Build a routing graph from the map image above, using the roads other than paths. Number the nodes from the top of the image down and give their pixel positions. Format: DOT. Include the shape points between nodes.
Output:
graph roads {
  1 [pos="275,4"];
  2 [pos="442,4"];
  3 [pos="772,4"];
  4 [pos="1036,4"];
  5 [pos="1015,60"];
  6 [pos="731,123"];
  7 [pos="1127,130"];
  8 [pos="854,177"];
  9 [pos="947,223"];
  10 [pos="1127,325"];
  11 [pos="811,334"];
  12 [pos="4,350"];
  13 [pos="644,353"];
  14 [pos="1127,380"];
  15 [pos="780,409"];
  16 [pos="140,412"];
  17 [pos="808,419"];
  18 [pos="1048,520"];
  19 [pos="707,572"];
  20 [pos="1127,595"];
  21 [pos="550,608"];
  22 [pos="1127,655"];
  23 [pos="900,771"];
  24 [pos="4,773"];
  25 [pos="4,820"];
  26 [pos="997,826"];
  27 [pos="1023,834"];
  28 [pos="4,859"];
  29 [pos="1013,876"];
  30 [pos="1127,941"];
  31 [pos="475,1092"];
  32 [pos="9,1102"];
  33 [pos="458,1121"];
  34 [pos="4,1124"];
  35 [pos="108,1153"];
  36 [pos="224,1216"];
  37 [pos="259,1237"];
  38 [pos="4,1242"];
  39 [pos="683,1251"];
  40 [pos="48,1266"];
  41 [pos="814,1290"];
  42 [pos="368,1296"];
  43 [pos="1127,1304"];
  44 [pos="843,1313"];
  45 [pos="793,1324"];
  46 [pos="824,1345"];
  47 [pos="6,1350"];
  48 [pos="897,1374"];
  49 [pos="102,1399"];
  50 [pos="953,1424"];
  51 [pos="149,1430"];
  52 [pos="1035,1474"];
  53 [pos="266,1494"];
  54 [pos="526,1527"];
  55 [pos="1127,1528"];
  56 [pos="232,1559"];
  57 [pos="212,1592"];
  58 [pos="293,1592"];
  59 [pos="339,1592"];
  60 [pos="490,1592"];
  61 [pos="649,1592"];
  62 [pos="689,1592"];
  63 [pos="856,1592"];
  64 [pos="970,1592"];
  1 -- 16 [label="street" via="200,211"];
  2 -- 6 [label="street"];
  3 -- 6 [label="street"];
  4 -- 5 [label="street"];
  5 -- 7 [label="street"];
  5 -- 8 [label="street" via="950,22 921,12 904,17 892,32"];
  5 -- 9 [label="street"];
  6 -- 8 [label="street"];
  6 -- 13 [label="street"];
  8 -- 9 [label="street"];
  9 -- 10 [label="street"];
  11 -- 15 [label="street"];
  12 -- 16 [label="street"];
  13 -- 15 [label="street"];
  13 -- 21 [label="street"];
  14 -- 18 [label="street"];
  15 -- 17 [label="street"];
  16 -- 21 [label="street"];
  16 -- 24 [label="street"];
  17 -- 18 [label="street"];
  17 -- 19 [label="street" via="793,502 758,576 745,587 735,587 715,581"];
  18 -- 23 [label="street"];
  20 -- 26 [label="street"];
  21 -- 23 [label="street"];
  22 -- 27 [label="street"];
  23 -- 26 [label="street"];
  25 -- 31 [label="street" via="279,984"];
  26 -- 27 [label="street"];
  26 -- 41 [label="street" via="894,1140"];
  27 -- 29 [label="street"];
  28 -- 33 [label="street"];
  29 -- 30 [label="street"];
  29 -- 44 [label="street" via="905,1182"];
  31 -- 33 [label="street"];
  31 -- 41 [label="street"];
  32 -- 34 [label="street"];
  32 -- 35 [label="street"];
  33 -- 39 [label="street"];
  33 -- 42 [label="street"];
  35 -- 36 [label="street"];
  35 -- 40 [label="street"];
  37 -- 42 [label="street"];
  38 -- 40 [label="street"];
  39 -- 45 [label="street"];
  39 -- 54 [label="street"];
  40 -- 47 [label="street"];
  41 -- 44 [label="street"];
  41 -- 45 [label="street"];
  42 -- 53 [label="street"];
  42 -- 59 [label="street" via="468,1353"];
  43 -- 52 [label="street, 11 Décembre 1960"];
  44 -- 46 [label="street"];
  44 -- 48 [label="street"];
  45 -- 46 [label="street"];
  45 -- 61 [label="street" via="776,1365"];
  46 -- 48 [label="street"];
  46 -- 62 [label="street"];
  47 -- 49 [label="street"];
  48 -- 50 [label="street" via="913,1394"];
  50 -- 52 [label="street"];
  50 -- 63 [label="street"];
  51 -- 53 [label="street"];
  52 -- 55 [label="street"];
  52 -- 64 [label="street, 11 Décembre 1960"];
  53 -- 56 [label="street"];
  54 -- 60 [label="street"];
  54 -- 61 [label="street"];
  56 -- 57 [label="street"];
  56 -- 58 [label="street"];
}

▶ [Task item]: Output a faithful copy of every entry, keeping each line as written.

▶ [Solution to this problem]:
Build a routing graph from the map image above, using the roads other than paths. Number the nodes from the top of the image down and give their pixel positions. Format: DOT. Include the shape points between nodes.
Output:
graph roads {
  1 [pos="275,4"];
  2 [pos="442,4"];
  3 [pos="772,4"];
  4 [pos="1036,4"];
  5 [pos="1015,60"];
  6 [pos="731,123"];
  7 [pos="1127,130"];
  8 [pos="854,177"];
  9 [pos="947,223"];
  10 [pos="1127,325"];
  11 [pos="811,334"];
  12 [pos="4,350"];
  13 [pos="644,353"];
  14 [pos="1127,380"];
  15 [pos="780,409"];
  16 [pos="140,412"];
  17 [pos="808,419"];
  18 [pos="1048,520"];
  19 [pos="707,572"];
  20 [pos="1127,595"];
  21 [pos="550,608"];
  22 [pos="1127,655"];
  23 [pos="900,771"];
  24 [pos="4,773"];
  25 [pos="4,820"];
  26 [pos="997,826"];
  27 [pos="1023,834"];
  28 [pos="4,859"];
  29 [pos="1013,876"];
  30 [pos="1127,941"];
  31 [pos="475,1092"];
  32 [pos="9,1102"];
  33 [pos="458,1121"];
  34 [pos="4,1124"];
  35 [pos="108,1153"];
  36 [pos="224,1216"];
  37 [pos="259,1237"];
  38 [pos="4,1242"];
  39 [pos="683,1251"];
  40 [pos="48,1266"];
  41 [pos="814,1290"];
  42 [pos="368,1296"];
  43 [pos="1127,1304"];
  44 [pos="843,1313"];
  45 [pos="793,1324"];
  46 [pos="824,1345"];
  47 [pos="6,1350"];
  48 [pos="897,1374"];
  49 [pos="102,1399"];
  50 [pos="953,1424"];
  51 [pos="149,1430"];
  52 [pos="1035,1474"];
  53 [pos="266,1494"];
  54 [pos="526,1527"];
  55 [pos="1127,1528"];
  56 [pos="232,1559"];
  57 [pos="212,1592"];
  58 [pos="293,1592"];
  59 [pos="339,1592"];
  60 [pos="490,1592"];
  61 [pos="649,1592"];
  62 [pos="689,1592"];
  63 [pos="856,1592"];
  64 [pos="970,1592"];
  1 -- 16 [label="street" via="200,211"];
  2 -- 6 [label="street"];
  3 -- 6 [label="street"];
  4 -- 5 [label="street"];
  5 -- 7 [label="street"];
  5 -- 8 [label="street" via="950,22 921,12 904,17 892,32"];
  5 -- 9 [label="street"];
  6 -- 8 [label="street"];
  6 -- 13 [label="street"];
  8 -- 9 [label="street"];
  9 -- 10 [label="street"];
  11 -- 15 [label="street"];
  12 -- 16 [label="street"];
  13 -- 15 [label="street"];
  13 -- 21 [label="street"];
  14 -- 18 [label="street"];
  15 -- 17 [label="street"];
  16 -- 21 [label="street"];
  16 -- 24 [label="street"];
  17 -- 18 [label="street"];
  17 -- 19 [label="street" via="793,502 758,576 745,587 735,587 715,581"];
  18 -- 23 [label="street"];
  20 -- 26 [label="street"];
  21 -- 23 [label="street"];
  22 -- 27 [label="street"];
  23 -- 26 [label="street"];
  25 -- 31 [label="street" via="279,984"];
  26 -- 27 [label="street"];
  26 -- 41 [label="street" via="894,1140"];
  27 -- 29 [label="street"];
  28 -- 33 [label="street"];
  29 -- 30 [label="street"];
  29 -- 44 [label="street" via="905,1182"];
  31 -- 33 [label="street"];
  31 -- 41 [label="street"];
  32 -- 34 [label="street"];
  32 -- 35 [label="street"];
  33 -- 39 [label="street"];
  33 -- 42 [label="street"];
  35 -- 36 [label="street"];
  35 -- 40 [label="street"];
  37 -- 42 [label="street"];
  38 -- 40 [label="street"];
  39 -- 45 [label="street"];
  39 -- 54 [label="street"];
  40 -- 47 [label="street"];
  41 -- 44 [label="street"];
  41 -- 45 [label="street"];
  42 -- 53 [label="street"];
  42 -- 59 [label="street" via="468,1353"];
  43 -- 52 [label="street, 11 Décembre 1960"];
  44 -- 46 [label="street"];
  44 -- 48 [label="street"];
  45 -- 46 [label="street"];
  45 -- 61 [label="street" via="776,1365"];
  46 -- 48 [label="street"];
  46 -- 62 [label="street"];
  47 -- 49 [label="street"];
  48 -- 50 [label="street" via="913,1394"];
  50 -- 52 [label="street"];
  50 -- 63 [label="street"];
  51 -- 53 [label="street"];
  52 -- 55 [label="street"];
  52 -- 64 [label="street, 11 Décembre 1960"];
  53 -- 56 [label="street"];
  54 -- 60 [label="street"];
  54 -- 61 [label="street"];
  56 -- 57 [label="street"];
  56 -- 58 [label="street"];
}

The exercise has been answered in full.